Exhibit (10)(m)* to Report on Form 10-K for Fiscal Year Ended June 30, 1996 by Parker-Hannifin
Parker-Hannifin Corporation 1996-97-98 Long Term Incentive Plan Description, as amended as of August 15,
*Numbered in accordance with Item 601 of Regulation S-K.
LONG TERM INCENTIVE PLAN
The purpose of the Plan is to provide a long-term incentive portion of bonus compensation. The plan's focus is on
return on equity. It balances a competitive base salary pay structure, an annual cash bonus compensation based
on a return on average assets, and a stock option plan with ten-year exercise rights. The return on equity
objective is a key financial goal and comprehends return on sales at the net income level and asset utilization.

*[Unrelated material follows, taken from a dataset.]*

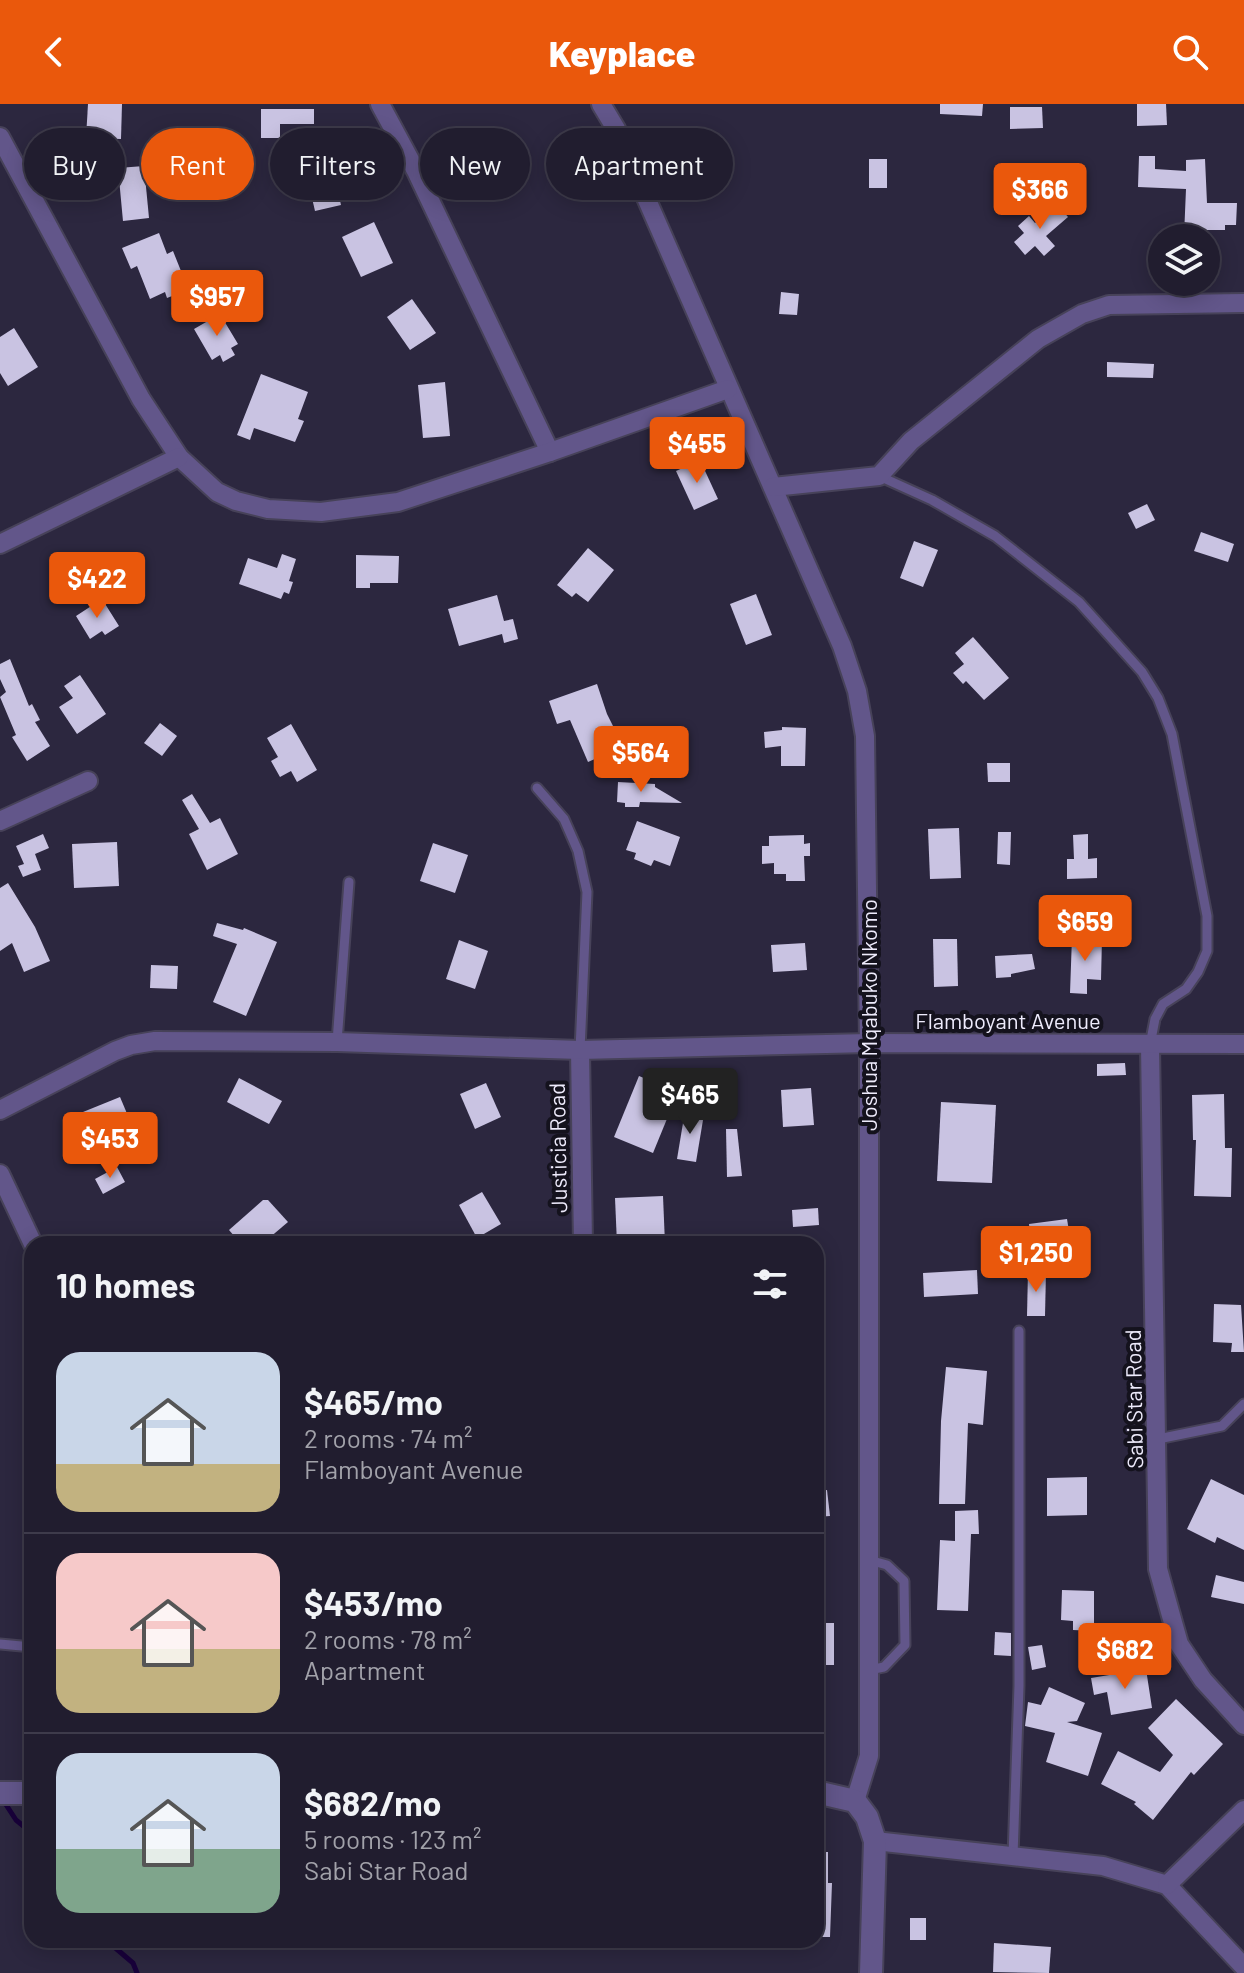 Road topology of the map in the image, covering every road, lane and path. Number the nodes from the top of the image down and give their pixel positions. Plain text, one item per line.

The participants in this plan in the near term will be limited to Corporate Officers and Group Presidents. They
clearly can affect broadly the overall financial performance of the company. At a later date, it could be expanded
to include Operating Vice Presidents and equivalent Corporate Staff positions.
The key elements of Parker-Hannifin's plan are as follows:
Those key executives having a critical impact on the long term performance of the Company selected by the
Chief Executive Officer and approved by the Compensation and Management Development Committee of the
Three-year average Return on Equity with the grant to cover FY 96, 97 and 98.
Size of Awards
Commensurate with bonus compensation and stock option level of participants as determined by the CEO with
approval of the Compensation and Management Development Committee.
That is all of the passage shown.